>>>>>
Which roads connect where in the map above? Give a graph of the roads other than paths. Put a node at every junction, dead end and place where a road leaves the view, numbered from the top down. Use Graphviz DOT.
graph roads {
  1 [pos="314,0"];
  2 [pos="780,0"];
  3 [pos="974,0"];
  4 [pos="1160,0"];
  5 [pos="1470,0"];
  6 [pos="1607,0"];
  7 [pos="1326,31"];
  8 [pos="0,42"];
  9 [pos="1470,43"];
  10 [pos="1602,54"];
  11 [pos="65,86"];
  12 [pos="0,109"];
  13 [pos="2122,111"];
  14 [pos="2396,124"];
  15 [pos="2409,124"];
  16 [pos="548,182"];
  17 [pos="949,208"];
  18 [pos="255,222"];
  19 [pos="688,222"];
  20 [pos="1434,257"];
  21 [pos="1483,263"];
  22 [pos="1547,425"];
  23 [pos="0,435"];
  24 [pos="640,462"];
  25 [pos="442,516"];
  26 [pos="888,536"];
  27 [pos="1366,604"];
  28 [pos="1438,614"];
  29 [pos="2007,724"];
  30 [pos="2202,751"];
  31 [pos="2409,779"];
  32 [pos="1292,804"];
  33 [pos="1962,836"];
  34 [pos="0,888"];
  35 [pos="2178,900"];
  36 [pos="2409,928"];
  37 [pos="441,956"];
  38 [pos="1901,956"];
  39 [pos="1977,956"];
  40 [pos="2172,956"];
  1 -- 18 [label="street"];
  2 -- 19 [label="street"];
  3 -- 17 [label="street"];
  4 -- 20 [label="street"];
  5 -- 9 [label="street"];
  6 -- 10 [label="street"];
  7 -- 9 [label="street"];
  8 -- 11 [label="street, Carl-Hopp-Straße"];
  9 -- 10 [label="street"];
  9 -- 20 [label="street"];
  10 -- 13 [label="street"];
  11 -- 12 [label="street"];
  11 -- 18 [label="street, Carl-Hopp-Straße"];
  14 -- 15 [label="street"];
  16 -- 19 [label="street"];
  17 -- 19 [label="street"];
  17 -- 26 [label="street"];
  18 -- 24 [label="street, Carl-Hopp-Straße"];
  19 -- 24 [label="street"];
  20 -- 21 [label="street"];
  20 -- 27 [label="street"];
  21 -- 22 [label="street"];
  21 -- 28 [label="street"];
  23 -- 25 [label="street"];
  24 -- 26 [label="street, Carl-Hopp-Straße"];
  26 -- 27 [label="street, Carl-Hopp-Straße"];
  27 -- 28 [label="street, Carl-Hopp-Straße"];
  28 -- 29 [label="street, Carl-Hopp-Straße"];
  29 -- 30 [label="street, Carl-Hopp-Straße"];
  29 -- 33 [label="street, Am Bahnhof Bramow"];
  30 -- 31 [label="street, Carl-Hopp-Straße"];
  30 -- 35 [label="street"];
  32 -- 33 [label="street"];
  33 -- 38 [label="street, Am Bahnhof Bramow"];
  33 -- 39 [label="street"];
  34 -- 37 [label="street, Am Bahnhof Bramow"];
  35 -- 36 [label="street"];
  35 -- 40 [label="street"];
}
<<<<<
▶ EXERCISE OBJECTIVE
Top to bottom, transcribe every line above exactly.

▶ TASK RESULT
Which roads connect where in the map above? Give a graph of the roads other than paths. Put a node at every junction, dead end and place where a road leaves the view, numbered from the top down. Use Graphviz DOT.
graph roads {
  1 [pos="314,0"];
  2 [pos="780,0"];
  3 [pos="974,0"];
  4 [pos="1160,0"];
  5 [pos="1470,0"];
  6 [pos="1607,0"];
  7 [pos="1326,31"];
  8 [pos="0,42"];
  9 [pos="1470,43"];
  10 [pos="1602,54"];
  11 [pos="65,86"];
  12 [pos="0,109"];
  13 [pos="2122,111"];
  14 [pos="2396,124"];
  15 [pos="2409,124"];
  16 [pos="548,182"];
  17 [pos="949,208"];
  18 [pos="255,222"];
  19 [pos="688,222"];
  20 [pos="1434,257"];
  21 [pos="1483,263"];
  22 [pos="1547,425"];
  23 [pos="0,435"];
  24 [pos="640,462"];
  25 [pos="442,516"];
  26 [pos="888,536"];
  27 [pos="1366,604"];
  28 [pos="1438,614"];
  29 [pos="2007,724"];
  30 [pos="2202,751"];
  31 [pos="2409,779"];
  32 [pos="1292,804"];
  33 [pos="1962,836"];
  34 [pos="0,888"];
  35 [pos="2178,900"];
  36 [pos="2409,928"];
  37 [pos="441,956"];
  38 [pos="1901,956"];
  39 [pos="1977,956"];
  40 [pos="2172,956"];
  1 -- 18 [label="street"];
  2 -- 19 [label="street"];
  3 -- 17 [label="street"];
  4 -- 20 [label="street"];
  5 -- 9 [label="street"];
  6 -- 10 [label="street"];
  7 -- 9 [label="street"];
  8 -- 11 [label="street, Carl-Hopp-Straße"];
  9 -- 10 [label="street"];
  9 -- 20 [label="street"];
  10 -- 13 [label="street"];
  11 -- 12 [label="street"];
  11 -- 18 [label="street, Carl-Hopp-Straße"];
  14 -- 15 [label="street"];
  16 -- 19 [label="street"];
  17 -- 19 [label="street"];
  17 -- 26 [label="street"];
  18 -- 24 [label="street, Carl-Hopp-Straße"];
  19 -- 24 [label="street"];
  20 -- 21 [label="street"];
  20 -- 27 [label="street"];
  21 -- 22 [label="street"];
  21 -- 28 [label="street"];
  23 -- 25 [label="street"];
  24 -- 26 [label="street, Carl-Hopp-Straße"];
  26 -- 27 [label="street, Carl-Hopp-Straße"];
  27 -- 28 [label="street, Carl-Hopp-Straße"];
  28 -- 29 [label="street, Carl-Hopp-Straße"];
  29 -- 30 [label="street, Carl-Hopp-Straße"];
  29 -- 33 [label="street, Am Bahnhof Bramow"];
  30 -- 31 [label="street, Carl-Hopp-Straße"];
  30 -- 35 [label="street"];
  32 -- 33 [label="street"];
  33 -- 38 [label="street, Am Bahnhof Bramow"];
  33 -- 39 [label="street"];
  34 -- 37 [label="street, Am Bahnhof Bramow"];
  35 -- 36 [label="street"];
  35 -- 40 [label="street"];
}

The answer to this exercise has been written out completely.